Posted by: dotjay at April 15, 2008 12:23 AM

Dan, it might be a little late to point this out, but students get about %15 off at the Apple store, so it might be worth finding one next time! If you haven't already bought an "AppleCare Protection Plan" (3 year extended warranty), you will be able to pick one up for 50 instead of 300 if you can get your hands on a student card.

I have a new iMac which I use at home these days, and I personally think it's one of 'the' best pieces of technology that anyone could own at the moment. You get Apple's outstanding OS with their attention to UI, a UNIX terminal, and the ability to use Windows too. I would only suggest using Boot Camp to install a native dual-boot copy of Windows if you *need* to play fullscreen Direct X games. Otherwise, if there are any Windows programs you just can't live without, I would grab yourself a copy of VMWare Fusion (or Parallels), as this will allow you to run Mac and Windows applications side-by-side with drag-and-drop support, etc.
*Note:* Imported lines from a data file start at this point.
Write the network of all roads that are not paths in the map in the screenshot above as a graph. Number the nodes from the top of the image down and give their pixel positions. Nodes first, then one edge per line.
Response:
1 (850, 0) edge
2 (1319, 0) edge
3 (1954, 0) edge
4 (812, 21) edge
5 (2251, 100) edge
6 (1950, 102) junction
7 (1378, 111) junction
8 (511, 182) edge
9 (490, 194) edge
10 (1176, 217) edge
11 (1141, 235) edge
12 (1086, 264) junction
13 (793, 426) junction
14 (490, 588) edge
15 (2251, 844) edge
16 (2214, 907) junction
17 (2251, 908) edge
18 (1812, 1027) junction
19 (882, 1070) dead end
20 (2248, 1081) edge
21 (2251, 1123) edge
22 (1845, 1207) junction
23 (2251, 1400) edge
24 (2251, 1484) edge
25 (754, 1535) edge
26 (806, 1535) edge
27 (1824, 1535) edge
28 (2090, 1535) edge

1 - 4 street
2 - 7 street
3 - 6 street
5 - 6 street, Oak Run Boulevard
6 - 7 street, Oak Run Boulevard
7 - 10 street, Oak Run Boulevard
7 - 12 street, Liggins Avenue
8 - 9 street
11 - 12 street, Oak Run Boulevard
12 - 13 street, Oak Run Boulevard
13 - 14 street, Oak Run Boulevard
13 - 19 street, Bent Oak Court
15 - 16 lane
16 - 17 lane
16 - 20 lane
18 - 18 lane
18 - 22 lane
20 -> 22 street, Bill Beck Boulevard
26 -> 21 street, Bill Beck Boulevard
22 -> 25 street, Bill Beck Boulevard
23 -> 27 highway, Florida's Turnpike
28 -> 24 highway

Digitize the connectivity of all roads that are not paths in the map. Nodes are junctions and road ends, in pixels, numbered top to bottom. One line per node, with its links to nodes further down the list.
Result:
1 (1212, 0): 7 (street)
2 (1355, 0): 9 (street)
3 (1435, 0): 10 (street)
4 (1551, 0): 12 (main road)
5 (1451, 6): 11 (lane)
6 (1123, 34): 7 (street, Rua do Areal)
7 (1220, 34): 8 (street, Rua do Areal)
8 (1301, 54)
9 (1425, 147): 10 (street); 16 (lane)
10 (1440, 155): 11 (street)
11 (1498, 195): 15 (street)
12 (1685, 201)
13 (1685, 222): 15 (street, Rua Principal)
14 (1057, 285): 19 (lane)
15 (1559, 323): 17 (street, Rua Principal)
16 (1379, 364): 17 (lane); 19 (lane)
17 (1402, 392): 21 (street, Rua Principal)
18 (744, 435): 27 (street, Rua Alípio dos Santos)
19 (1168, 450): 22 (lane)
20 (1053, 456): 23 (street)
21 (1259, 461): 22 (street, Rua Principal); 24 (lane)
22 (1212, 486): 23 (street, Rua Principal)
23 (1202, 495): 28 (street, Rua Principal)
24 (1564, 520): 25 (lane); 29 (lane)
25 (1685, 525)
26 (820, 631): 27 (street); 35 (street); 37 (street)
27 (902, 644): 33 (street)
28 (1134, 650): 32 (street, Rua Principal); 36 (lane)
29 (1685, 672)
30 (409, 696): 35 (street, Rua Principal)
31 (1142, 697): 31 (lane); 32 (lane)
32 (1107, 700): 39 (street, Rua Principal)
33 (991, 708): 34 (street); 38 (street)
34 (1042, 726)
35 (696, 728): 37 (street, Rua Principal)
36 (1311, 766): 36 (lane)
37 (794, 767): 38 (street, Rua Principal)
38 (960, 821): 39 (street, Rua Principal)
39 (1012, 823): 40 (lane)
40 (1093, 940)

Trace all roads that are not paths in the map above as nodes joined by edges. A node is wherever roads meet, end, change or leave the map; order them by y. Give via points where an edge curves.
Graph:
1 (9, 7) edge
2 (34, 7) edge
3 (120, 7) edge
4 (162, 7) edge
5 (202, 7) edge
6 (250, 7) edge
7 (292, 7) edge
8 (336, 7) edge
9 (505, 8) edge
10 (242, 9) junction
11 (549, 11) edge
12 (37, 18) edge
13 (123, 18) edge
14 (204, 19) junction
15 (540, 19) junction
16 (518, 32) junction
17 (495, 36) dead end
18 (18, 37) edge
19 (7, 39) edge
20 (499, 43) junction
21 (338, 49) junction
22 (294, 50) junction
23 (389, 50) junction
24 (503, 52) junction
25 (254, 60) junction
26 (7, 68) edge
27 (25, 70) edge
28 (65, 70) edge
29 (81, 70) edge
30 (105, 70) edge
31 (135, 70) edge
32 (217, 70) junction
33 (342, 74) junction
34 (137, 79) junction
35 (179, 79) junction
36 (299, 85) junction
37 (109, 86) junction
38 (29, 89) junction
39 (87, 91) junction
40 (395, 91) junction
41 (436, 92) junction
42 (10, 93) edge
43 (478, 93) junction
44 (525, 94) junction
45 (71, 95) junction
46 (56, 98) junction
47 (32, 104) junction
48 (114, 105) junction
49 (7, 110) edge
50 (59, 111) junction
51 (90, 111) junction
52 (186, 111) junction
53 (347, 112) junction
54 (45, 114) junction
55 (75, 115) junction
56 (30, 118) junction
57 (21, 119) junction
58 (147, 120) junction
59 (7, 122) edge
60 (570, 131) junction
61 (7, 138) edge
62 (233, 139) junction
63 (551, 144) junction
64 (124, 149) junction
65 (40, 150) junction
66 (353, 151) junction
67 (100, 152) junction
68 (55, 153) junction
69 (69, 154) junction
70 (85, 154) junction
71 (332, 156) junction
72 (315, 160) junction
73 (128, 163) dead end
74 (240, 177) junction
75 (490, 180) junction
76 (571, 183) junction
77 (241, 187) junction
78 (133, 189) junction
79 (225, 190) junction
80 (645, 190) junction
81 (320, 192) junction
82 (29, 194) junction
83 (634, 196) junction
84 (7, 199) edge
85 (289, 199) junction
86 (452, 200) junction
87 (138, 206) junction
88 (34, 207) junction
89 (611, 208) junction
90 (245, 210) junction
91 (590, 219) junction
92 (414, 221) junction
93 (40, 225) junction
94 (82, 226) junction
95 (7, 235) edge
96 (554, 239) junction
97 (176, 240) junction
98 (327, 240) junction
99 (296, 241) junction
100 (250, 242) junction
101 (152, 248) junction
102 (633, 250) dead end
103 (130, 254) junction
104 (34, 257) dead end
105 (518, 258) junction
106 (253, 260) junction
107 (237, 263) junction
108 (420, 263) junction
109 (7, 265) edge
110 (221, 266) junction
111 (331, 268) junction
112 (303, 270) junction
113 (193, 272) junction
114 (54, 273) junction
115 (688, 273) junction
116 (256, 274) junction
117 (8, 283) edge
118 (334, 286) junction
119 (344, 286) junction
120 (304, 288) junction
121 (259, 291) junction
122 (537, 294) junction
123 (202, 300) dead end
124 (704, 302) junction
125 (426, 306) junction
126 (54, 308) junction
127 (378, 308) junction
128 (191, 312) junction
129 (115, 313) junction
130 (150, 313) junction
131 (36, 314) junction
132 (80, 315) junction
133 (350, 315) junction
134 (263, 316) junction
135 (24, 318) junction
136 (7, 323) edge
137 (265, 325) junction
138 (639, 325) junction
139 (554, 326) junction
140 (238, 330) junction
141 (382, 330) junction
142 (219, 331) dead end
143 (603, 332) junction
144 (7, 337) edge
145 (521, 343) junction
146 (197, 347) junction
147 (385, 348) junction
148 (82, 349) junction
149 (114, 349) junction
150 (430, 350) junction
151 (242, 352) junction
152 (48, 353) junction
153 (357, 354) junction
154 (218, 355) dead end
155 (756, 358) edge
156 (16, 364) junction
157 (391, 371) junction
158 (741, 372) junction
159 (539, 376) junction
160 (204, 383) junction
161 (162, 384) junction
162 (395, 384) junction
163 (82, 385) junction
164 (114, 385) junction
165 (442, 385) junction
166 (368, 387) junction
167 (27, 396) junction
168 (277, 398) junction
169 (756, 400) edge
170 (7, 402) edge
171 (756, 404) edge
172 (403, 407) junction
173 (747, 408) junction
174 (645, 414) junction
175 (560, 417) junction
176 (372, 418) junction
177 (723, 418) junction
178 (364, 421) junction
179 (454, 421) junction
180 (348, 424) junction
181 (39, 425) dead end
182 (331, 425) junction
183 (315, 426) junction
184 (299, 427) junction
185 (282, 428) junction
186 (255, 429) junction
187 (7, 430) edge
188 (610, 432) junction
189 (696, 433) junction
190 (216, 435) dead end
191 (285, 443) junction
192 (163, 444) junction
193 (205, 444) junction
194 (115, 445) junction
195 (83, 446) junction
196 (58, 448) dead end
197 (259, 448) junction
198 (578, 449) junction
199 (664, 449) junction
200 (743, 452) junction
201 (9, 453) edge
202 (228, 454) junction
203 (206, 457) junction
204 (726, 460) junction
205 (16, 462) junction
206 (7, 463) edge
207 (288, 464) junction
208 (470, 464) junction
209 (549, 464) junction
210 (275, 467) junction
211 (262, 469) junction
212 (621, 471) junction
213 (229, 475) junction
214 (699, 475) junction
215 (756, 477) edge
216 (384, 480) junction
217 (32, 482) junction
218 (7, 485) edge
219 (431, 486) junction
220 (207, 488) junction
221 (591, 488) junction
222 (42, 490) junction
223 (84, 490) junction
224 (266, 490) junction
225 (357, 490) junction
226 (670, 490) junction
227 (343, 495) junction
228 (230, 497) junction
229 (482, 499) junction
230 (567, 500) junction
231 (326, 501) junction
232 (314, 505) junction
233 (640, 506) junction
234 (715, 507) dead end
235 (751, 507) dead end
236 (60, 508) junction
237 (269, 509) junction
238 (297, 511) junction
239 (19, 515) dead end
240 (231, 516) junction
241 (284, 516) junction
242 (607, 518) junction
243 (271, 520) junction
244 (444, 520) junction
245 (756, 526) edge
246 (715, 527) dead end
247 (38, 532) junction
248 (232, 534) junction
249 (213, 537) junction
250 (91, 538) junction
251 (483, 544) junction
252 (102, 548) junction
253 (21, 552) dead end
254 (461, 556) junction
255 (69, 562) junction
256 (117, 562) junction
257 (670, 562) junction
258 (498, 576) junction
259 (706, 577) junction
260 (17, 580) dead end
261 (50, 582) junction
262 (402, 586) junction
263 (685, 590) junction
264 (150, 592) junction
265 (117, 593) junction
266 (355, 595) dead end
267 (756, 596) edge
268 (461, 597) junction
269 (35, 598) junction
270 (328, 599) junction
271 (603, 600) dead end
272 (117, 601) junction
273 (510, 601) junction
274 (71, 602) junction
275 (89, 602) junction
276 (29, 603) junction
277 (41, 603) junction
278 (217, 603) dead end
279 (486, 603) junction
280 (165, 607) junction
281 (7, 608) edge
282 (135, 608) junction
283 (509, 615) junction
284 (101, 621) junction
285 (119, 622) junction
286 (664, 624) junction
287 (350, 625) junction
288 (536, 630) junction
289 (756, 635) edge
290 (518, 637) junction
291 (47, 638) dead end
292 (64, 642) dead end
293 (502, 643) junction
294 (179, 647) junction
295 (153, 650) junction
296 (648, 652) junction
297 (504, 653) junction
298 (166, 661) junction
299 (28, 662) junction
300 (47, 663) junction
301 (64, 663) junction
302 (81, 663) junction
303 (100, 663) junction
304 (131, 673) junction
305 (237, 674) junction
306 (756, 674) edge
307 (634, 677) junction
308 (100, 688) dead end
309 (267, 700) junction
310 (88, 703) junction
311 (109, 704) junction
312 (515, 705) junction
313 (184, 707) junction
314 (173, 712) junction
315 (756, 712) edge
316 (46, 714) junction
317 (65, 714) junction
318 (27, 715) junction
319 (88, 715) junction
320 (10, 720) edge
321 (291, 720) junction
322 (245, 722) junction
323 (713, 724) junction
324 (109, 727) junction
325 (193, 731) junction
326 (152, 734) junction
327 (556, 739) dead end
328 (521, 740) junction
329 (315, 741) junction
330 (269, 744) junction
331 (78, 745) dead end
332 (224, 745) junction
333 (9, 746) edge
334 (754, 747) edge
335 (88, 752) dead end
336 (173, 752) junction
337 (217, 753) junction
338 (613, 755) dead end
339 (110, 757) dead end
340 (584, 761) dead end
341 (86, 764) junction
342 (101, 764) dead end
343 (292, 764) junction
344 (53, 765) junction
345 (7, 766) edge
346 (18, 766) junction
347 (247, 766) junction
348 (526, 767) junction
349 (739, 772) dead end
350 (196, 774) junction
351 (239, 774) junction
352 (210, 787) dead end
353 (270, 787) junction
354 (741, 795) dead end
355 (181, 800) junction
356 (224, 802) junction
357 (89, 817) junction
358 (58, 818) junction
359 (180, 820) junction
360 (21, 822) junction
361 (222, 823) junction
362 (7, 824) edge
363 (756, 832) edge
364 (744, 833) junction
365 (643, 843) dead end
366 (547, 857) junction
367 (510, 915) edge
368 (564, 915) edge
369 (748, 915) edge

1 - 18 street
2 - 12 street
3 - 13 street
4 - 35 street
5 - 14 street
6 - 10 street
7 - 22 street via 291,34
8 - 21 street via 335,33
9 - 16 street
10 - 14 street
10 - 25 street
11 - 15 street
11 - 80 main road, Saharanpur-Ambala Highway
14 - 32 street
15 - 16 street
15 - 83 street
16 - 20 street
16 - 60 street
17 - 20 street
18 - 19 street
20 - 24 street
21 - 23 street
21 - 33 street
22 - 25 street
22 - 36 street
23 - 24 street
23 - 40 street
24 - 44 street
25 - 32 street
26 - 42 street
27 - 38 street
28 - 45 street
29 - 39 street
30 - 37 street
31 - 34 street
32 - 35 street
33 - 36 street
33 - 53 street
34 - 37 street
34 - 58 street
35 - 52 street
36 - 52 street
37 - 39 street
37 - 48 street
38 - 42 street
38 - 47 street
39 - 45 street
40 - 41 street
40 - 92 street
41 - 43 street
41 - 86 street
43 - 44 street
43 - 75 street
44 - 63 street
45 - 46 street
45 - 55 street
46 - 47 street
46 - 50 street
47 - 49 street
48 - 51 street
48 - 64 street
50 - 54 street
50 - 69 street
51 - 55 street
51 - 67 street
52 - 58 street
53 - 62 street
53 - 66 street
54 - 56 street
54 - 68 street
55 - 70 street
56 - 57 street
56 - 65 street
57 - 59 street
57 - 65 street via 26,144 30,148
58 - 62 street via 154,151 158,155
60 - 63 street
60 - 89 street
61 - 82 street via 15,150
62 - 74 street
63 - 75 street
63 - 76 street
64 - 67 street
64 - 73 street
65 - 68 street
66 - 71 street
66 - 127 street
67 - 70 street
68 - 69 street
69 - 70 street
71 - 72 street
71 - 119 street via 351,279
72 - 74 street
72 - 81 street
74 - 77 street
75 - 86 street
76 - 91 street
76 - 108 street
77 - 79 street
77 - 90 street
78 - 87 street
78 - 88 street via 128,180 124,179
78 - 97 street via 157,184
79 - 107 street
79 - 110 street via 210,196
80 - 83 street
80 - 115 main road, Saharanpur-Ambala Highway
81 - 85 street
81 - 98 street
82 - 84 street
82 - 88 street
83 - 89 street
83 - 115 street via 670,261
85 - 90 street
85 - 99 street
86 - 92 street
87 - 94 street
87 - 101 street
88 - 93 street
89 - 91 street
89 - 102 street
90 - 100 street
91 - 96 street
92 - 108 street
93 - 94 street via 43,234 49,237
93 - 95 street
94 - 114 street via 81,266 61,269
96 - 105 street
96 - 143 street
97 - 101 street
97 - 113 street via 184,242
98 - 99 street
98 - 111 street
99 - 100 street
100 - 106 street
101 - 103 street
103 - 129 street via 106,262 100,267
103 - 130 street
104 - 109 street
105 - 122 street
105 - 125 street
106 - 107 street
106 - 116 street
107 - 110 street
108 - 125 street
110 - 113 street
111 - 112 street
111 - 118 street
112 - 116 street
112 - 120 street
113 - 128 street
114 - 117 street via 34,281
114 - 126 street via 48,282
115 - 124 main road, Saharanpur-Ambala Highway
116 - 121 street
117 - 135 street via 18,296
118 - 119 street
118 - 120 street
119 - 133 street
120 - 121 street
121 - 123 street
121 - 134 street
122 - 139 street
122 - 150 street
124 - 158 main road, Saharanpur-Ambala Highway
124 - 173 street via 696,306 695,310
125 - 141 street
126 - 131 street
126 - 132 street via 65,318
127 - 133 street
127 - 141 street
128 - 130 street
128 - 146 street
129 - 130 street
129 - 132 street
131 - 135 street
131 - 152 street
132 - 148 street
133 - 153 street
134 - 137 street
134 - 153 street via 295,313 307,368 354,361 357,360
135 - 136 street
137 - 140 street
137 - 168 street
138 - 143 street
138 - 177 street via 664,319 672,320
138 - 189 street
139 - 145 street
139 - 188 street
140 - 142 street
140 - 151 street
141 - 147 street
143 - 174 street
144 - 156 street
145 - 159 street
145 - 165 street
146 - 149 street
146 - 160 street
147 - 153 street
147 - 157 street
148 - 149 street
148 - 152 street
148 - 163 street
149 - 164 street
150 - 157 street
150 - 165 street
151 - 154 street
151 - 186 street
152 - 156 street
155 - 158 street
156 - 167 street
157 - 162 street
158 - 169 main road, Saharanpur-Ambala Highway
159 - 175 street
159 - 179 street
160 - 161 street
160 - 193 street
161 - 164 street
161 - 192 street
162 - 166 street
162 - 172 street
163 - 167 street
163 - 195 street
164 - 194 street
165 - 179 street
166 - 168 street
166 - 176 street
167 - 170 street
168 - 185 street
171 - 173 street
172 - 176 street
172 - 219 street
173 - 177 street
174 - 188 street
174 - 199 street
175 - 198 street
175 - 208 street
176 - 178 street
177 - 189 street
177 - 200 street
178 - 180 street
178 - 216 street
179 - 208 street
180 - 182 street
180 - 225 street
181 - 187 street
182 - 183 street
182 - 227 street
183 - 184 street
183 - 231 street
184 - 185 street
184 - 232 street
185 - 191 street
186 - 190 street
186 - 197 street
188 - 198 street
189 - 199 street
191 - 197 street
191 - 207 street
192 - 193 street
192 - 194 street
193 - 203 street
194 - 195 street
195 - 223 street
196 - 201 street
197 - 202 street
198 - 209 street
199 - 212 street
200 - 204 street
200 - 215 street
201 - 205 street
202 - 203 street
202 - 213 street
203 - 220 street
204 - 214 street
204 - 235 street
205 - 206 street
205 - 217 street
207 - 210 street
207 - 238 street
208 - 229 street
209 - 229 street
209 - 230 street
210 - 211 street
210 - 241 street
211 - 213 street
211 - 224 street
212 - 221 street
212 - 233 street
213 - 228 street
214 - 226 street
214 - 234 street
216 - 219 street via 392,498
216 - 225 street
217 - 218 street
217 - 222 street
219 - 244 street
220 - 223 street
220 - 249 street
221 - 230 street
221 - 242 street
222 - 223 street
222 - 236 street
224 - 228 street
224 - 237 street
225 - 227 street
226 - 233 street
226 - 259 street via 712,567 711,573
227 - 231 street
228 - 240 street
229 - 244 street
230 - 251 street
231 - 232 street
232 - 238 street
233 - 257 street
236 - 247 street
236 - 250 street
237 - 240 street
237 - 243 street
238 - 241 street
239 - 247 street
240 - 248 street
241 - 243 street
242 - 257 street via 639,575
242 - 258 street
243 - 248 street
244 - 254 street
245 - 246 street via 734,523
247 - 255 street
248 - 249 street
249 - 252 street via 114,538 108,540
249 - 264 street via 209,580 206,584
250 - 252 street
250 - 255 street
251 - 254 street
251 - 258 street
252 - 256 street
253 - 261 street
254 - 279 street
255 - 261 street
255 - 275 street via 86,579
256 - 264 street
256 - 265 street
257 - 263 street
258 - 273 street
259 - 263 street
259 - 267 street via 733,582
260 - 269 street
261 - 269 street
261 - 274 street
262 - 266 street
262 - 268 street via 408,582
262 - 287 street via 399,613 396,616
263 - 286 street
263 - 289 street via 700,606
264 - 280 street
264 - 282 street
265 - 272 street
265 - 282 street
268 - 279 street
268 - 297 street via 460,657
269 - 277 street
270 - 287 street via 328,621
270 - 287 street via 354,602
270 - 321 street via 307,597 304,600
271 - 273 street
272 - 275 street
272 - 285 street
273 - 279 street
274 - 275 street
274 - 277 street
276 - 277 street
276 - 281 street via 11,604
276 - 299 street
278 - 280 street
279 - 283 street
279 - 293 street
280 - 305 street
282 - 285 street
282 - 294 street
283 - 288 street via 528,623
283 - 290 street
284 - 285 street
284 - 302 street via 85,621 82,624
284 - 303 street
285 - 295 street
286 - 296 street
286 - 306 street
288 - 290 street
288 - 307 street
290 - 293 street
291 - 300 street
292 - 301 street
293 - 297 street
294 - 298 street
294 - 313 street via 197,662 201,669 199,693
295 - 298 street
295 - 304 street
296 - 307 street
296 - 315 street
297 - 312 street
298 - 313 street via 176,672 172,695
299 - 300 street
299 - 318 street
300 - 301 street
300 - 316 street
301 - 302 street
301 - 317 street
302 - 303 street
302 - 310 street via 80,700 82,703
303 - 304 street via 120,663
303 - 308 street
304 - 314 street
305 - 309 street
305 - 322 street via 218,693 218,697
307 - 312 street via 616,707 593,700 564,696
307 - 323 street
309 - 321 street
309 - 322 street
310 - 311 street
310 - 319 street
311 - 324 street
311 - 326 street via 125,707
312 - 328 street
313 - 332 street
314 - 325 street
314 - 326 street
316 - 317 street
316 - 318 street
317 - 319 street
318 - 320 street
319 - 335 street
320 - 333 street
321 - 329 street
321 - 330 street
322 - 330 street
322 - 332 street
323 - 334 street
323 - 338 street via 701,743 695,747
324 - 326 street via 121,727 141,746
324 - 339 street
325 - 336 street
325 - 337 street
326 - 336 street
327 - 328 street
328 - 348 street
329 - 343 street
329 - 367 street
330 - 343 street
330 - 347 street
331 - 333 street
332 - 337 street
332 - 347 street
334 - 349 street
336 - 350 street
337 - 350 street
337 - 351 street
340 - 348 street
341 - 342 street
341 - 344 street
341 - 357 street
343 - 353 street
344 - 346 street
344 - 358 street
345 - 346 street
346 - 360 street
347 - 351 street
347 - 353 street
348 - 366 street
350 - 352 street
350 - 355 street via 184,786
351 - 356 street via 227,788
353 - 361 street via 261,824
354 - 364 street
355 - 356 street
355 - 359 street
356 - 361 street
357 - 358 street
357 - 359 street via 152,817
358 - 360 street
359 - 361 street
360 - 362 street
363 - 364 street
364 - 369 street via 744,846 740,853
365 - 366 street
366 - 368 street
I see you've mention TextMate, which is brilliant (Intype is a good PC alternative), but I have to ask you to give my new favourite editor a try. Panic have released an OS X application called Coda, which combines a syntax-highlighting text editor with an FTP client, a terminal for SSH, documentation for that PHP command you can't remember how to use, a visual CSS editor and split-screen live-refreshing previews with Firebug-like functionality all integrated into a lovely, _useable_ interface. It's great how much more productive you can be when you don't have to constantly Alt+Tab between applications to publish or preview your work. It's just ashame that I can't take my Mac to work. ;)

Posted by: Chris Burke at April 30, 2008 12:34 PM

Thanks for the tips Chris. Too late on the student card idea, but I also realised that I could have got it for 17.5% less from Dixons at the airport - I'm there every week but it never occured to me to check the prices there.

Will definitely check out Coda, sounds ideal for the way I work. I'm still slowly migrating to the Mac, but loving it so far.

Posted by: Dan at April 30, 2008 2:30 PM

Gee,
I have had no major issues with Vista, though it is a hog. Of course I am doing far less web design than I used to too.

I was forced to use a Mac while working at the paper here in Juneau... it was not enjoyable and really dinged my faith in Mac. But I have to admit that the machine was a old one with little memory and running a fairly new OS, so that was part of the problem. Also Morris Comunications builds all internal apps for Windows and we were one of the only places still using Macs so that hurt as well.

But the only way to get a Mac here is by mail order and I hate that as well, windows we can at least see in the stores here.

One of these days I may dish out for Mac when I actually find a store somewhere... Like technology? Don't move to Alaska!